Merawat Toleransi, Melawan Diskriminasi Pada Etnis Tionghoa di Cirebon
Gerakan kultural etnis Tionghoa melawan narasi kebencian
Follow IDN Times untuk mendapatkan informasi terkini. Klik untuk follow WhatsApp Channel & Google News
Cirebon, IDN Times - Suara Halim Eka Wardhana (63 tahun) terdengar lirih dan terbata-bata. Ia berusaha menahan air mata jatuh, tatkala mengisahkan memori diskriminasi yang pernah dialaminya. Halim terlahir dari seorang keluarga peranakan etnis Tionghoa di Cirebon, Jawa Barat. Keluarganya pernah dituduh terlibat gerakan 30 September 1965.
Pemilik nama asli Tjiong Tjoan Liem itu mengaku tak bisa melupakan ingatan pahit bagaimana keluarganya diperlakukan di masa awal pemerintahan Orde Baru. Saat itu, kedua orang tuanya dituduh terlibat menyebarkan komunisme.
Medio 1966–1968 adalah masa kelam bagi etnis Tionghoa. Mereka dicurigai menyebarkan paham komunis dan dituduh terlibat PKI. Bahkan, kakaknya menjadi korban tahanan politik di Pulau Buru, yang diadili tanpa proses hukum.
Kebijakan yang dikeluarkan Orde Baru Inpres Nomor 14/1967 tentang Agama Kepercayaan dan Adat Istiadat Cina menjadi bukti diskriminasi oleh negara kepada etnis Tionghoa. Secara tegas, pemerintah Soeharto melarang kepercayaan dan adat istiadat ke-Tionghoa-an diekspresikan ke ruang publik.
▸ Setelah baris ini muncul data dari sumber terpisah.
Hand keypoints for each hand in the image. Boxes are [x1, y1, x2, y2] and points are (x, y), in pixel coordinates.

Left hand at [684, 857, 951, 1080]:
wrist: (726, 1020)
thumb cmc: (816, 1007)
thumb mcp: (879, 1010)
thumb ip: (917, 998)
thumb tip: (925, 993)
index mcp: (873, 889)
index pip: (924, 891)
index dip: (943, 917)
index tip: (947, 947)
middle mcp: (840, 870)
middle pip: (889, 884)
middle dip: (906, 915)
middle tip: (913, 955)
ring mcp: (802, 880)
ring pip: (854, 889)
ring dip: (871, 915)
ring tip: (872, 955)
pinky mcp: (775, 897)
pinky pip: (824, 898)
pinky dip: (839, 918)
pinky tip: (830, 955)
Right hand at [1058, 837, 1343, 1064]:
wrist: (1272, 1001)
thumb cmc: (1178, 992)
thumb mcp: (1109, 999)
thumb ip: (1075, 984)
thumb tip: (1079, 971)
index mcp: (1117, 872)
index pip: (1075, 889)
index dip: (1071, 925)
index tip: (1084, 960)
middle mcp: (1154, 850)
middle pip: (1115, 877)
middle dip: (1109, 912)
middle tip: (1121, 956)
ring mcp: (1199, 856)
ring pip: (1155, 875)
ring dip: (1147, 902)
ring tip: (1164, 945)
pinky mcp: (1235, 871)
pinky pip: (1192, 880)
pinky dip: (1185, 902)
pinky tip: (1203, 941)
Etnis Tionghoa dituduh terafiliasi paham komunis, karena masih punya ikatan leluhur di Tiongkok kala itu. Sebab itu pula, Pemerintah Orba menghilangkan semua atribut dan segala aktivitas budaya bernuansa Tiongkok.
“Saya masih ingat betul, semua buku berbahasa Mandarin dirampas. Papan nama toko-toko yang pakai nama Tiongkok diturunkan petugas. Termasuk, orang Tionghoa harus berganti nama, harus pakai nama-nama Indonesia,” Halim mengisahkan pengalaman diskriminasi, Jumat (26/3/2021).
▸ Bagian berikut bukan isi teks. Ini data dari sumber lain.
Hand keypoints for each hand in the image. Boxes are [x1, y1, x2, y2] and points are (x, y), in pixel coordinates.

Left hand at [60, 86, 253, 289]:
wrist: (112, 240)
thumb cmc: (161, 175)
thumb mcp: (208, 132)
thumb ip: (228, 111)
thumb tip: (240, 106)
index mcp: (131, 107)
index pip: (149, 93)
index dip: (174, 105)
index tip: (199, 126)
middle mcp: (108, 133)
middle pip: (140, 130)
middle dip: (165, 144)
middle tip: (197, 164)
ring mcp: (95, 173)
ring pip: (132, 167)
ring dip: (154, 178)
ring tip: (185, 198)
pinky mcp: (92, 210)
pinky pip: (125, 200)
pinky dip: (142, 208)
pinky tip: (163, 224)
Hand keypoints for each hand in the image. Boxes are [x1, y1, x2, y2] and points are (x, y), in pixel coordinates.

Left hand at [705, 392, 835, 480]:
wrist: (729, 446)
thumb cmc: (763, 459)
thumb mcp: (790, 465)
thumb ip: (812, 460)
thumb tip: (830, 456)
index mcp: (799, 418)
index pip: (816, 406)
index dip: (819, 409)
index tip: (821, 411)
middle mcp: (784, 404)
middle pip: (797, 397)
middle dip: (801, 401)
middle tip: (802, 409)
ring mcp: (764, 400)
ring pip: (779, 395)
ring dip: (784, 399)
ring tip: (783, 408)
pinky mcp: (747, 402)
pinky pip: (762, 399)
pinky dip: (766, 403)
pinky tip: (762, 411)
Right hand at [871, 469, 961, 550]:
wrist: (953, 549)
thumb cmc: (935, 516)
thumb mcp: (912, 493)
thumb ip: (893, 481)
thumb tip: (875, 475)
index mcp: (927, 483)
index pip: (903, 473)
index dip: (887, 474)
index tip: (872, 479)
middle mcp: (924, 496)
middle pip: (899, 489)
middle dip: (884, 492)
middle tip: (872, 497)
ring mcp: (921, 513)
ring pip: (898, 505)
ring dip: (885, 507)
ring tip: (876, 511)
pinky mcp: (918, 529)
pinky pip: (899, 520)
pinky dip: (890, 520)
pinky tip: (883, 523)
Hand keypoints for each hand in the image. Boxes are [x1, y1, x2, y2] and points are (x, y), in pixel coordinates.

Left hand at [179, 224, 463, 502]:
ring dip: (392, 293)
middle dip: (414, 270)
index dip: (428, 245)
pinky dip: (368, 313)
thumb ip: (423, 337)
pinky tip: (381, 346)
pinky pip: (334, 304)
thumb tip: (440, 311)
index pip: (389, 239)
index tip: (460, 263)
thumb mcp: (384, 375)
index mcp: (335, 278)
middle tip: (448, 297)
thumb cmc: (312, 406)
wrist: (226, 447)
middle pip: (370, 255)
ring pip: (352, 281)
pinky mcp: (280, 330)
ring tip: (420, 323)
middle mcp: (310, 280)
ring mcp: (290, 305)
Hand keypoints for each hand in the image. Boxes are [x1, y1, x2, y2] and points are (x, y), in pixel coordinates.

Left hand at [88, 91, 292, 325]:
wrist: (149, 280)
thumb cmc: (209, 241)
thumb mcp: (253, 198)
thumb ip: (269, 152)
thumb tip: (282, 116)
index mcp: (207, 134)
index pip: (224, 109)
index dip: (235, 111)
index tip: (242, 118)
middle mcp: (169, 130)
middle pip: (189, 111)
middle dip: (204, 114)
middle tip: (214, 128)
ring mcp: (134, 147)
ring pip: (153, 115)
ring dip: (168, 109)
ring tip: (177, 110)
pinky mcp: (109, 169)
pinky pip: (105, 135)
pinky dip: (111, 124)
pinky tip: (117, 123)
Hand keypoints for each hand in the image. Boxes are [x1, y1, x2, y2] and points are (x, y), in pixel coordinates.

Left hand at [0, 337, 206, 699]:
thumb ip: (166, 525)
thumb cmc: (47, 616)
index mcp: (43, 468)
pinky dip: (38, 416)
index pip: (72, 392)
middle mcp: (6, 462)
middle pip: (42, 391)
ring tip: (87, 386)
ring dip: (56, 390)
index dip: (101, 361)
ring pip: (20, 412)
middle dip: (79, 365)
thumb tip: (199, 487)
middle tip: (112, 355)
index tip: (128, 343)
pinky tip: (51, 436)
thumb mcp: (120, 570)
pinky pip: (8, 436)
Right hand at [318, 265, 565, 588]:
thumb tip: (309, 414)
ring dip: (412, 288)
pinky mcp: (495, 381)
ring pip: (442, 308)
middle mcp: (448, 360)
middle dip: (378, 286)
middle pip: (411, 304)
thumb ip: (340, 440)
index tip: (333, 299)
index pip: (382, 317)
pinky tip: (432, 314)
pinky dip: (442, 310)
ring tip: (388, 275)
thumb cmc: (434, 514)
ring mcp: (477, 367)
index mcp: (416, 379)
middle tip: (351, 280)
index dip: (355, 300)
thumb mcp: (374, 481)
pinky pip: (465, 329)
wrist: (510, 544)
Peristiwa itu terjadi pada tahun 1968, di mana Halim masih berusia 10 tahun. Dia bersama dua kakak perempuannya cemas. Pada suatu hari, kedua orang tuanya tak kunjung pulang hingga larut malam. Saudara tuanya tak berhasil mencari tahu keberadaan mereka. Sementara Halim kecil bersama kedua kakak perempuannya tak tahu harus berbuat apa.
Hingga suatu ketika, ia tak kuasa menahan perih saat mengetahui kedua orang tuanya ditahan tanpa sebab yang jelas. Bersama warga Tionghoa lainnya, orang tua Halim dianggap berpartisipasi dalam gerakan politik PKI. Belakangan diketahui bukan warga Tionghoa saja yang mengalami nasib serupa, melainkan juga warga etnis Jawa yang mendapat tudingan serupa.
“Malam hari saya hanya bersama kakak perempuan saya saja. Lalu, ada tetangga depan rumah. Tukang sate Madura yang menyelamatkan kami untuk tenang. Sementara dua adik saya dititipkan di rumah bibi. Kondisi masa itu sangat mengerikan, kalau melawan mungkin kami akan habis. Padahal kami tidak terlibat aktivitas politik apa pun,” ujar Halim.
Meski sudah terjadi sekian tahun lamanya, Halim masih bergetar setiap kali diminta menceritakan peristiwa itu: pengalaman pahit sebagai peranakan Tionghoa yang termarjinalkan. Tak hanya kedua orang tuanya, saudara tuanya pun dijadikan tahanan politik. Juga tanpa proses hukum.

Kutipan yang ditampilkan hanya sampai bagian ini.